A picture-free, exact transcript of the entries below is required.

_____

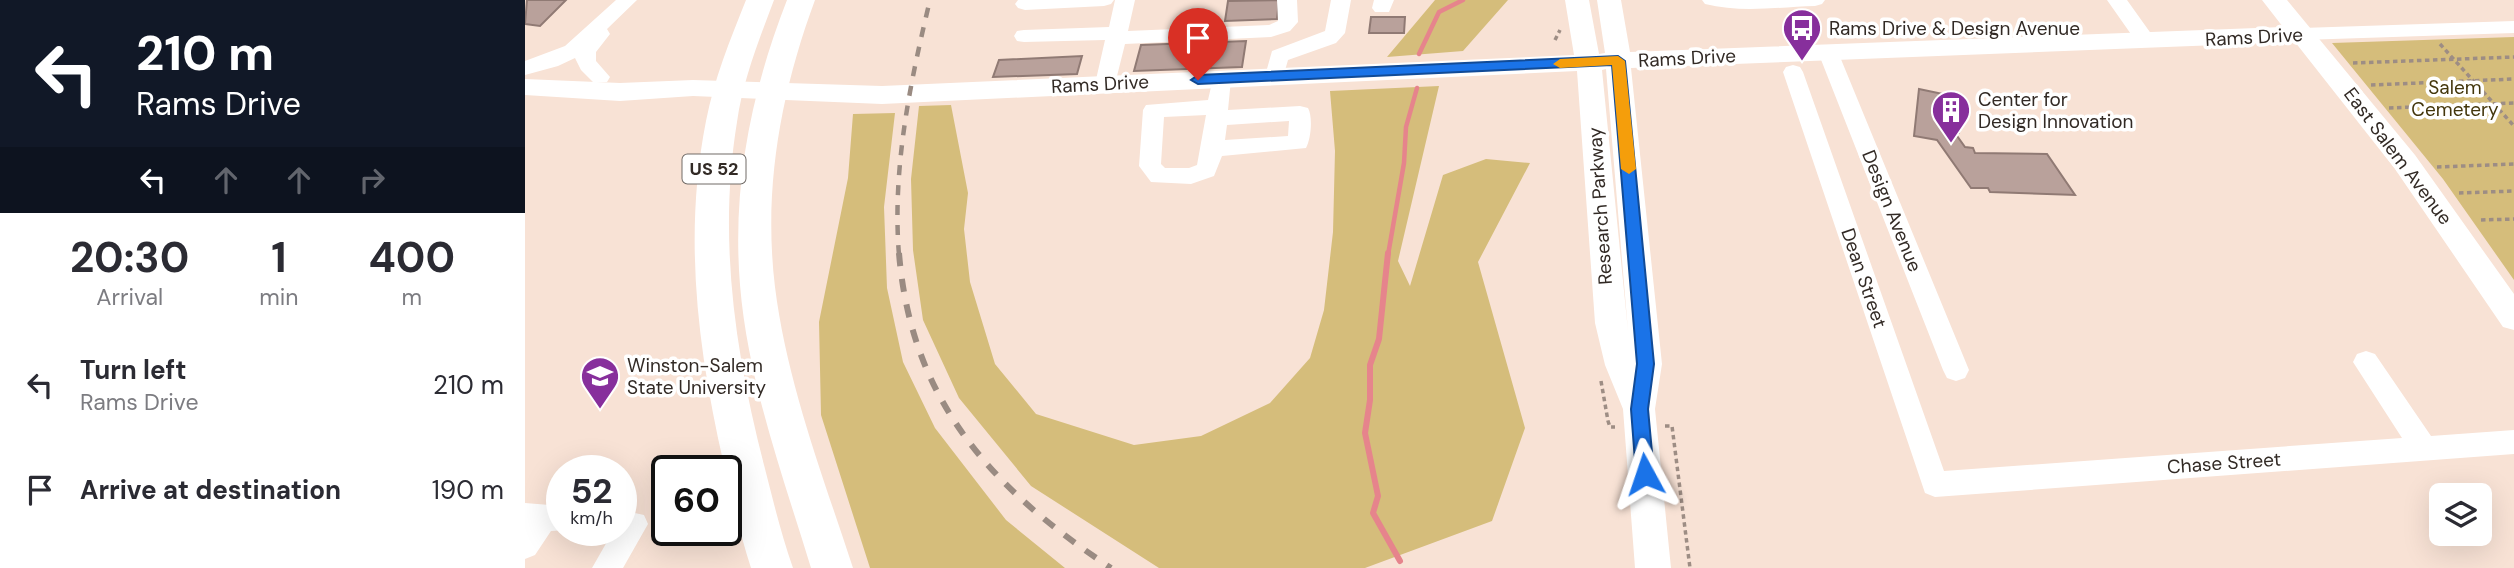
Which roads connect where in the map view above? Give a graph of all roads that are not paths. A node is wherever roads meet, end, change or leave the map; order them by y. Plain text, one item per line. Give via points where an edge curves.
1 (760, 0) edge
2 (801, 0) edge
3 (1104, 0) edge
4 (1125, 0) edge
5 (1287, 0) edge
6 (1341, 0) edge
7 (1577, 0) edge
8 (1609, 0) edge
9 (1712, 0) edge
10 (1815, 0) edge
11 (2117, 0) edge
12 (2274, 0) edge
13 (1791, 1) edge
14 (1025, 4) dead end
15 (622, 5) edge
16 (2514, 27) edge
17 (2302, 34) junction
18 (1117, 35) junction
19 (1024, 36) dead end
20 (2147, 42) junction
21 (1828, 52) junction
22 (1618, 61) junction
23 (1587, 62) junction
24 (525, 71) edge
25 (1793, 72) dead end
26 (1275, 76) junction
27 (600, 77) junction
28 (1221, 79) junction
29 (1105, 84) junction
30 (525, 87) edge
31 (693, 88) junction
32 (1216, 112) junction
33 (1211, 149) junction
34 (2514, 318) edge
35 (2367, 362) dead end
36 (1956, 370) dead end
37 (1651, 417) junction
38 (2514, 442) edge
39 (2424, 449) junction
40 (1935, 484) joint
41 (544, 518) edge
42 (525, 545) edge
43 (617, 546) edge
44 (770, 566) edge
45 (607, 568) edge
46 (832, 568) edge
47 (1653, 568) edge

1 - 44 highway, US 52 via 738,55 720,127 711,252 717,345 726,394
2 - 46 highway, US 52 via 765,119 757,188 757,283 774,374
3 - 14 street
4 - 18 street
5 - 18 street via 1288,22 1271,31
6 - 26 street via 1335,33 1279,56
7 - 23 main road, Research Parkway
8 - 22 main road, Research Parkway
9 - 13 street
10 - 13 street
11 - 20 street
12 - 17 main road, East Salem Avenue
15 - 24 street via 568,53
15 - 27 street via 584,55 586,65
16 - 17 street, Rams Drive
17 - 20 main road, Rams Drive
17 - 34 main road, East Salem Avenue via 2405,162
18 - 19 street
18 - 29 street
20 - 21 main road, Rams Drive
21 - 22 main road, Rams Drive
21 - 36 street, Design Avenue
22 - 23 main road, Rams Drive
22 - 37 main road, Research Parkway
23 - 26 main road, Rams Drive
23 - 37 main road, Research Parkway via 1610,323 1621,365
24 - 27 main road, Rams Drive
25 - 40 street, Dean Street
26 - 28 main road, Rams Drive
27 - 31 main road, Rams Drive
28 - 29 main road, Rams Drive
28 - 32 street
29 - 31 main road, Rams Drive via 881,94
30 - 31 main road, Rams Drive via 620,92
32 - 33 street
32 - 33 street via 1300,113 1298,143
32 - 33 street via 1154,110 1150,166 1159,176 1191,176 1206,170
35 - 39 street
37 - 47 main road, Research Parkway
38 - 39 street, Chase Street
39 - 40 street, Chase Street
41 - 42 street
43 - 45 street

_____

● **Problem solution**
Which roads connect where in the map view above? Give a graph of all roads that are not paths. A node is wherever roads meet, end, change or leave the map; order them by y. Plain text, one item per line. Give via points where an edge curves.
1 (760, 0) edge
2 (801, 0) edge
3 (1104, 0) edge
4 (1125, 0) edge
5 (1287, 0) edge
6 (1341, 0) edge
7 (1577, 0) edge
8 (1609, 0) edge
9 (1712, 0) edge
10 (1815, 0) edge
11 (2117, 0) edge
12 (2274, 0) edge
13 (1791, 1) edge
14 (1025, 4) dead end
15 (622, 5) edge
16 (2514, 27) edge
17 (2302, 34) junction
18 (1117, 35) junction
19 (1024, 36) dead end
20 (2147, 42) junction
21 (1828, 52) junction
22 (1618, 61) junction
23 (1587, 62) junction
24 (525, 71) edge
25 (1793, 72) dead end
26 (1275, 76) junction
27 (600, 77) junction
28 (1221, 79) junction
29 (1105, 84) junction
30 (525, 87) edge
31 (693, 88) junction
32 (1216, 112) junction
33 (1211, 149) junction
34 (2514, 318) edge
35 (2367, 362) dead end
36 (1956, 370) dead end
37 (1651, 417) junction
38 (2514, 442) edge
39 (2424, 449) junction
40 (1935, 484) joint
41 (544, 518) edge
42 (525, 545) edge
43 (617, 546) edge
44 (770, 566) edge
45 (607, 568) edge
46 (832, 568) edge
47 (1653, 568) edge

1 - 44 highway, US 52 via 738,55 720,127 711,252 717,345 726,394
2 - 46 highway, US 52 via 765,119 757,188 757,283 774,374
3 - 14 street
4 - 18 street
5 - 18 street via 1288,22 1271,31
6 - 26 street via 1335,33 1279,56
7 - 23 main road, Research Parkway
8 - 22 main road, Research Parkway
9 - 13 street
10 - 13 street
11 - 20 street
12 - 17 main road, East Salem Avenue
15 - 24 street via 568,53
15 - 27 street via 584,55 586,65
16 - 17 street, Rams Drive
17 - 20 main road, Rams Drive
17 - 34 main road, East Salem Avenue via 2405,162
18 - 19 street
18 - 29 street
20 - 21 main road, Rams Drive
21 - 22 main road, Rams Drive
21 - 36 street, Design Avenue
22 - 23 main road, Rams Drive
22 - 37 main road, Research Parkway
23 - 26 main road, Rams Drive
23 - 37 main road, Research Parkway via 1610,323 1621,365
24 - 27 main road, Rams Drive
25 - 40 street, Dean Street
26 - 28 main road, Rams Drive
27 - 31 main road, Rams Drive
28 - 29 main road, Rams Drive
28 - 32 street
29 - 31 main road, Rams Drive via 881,94
30 - 31 main road, Rams Drive via 620,92
32 - 33 street
32 - 33 street via 1300,113 1298,143
32 - 33 street via 1154,110 1150,166 1159,176 1191,176 1206,170
35 - 39 street
37 - 47 main road, Research Parkway
38 - 39 street, Chase Street
39 - 40 street, Chase Street
41 - 42 street
43 - 45 street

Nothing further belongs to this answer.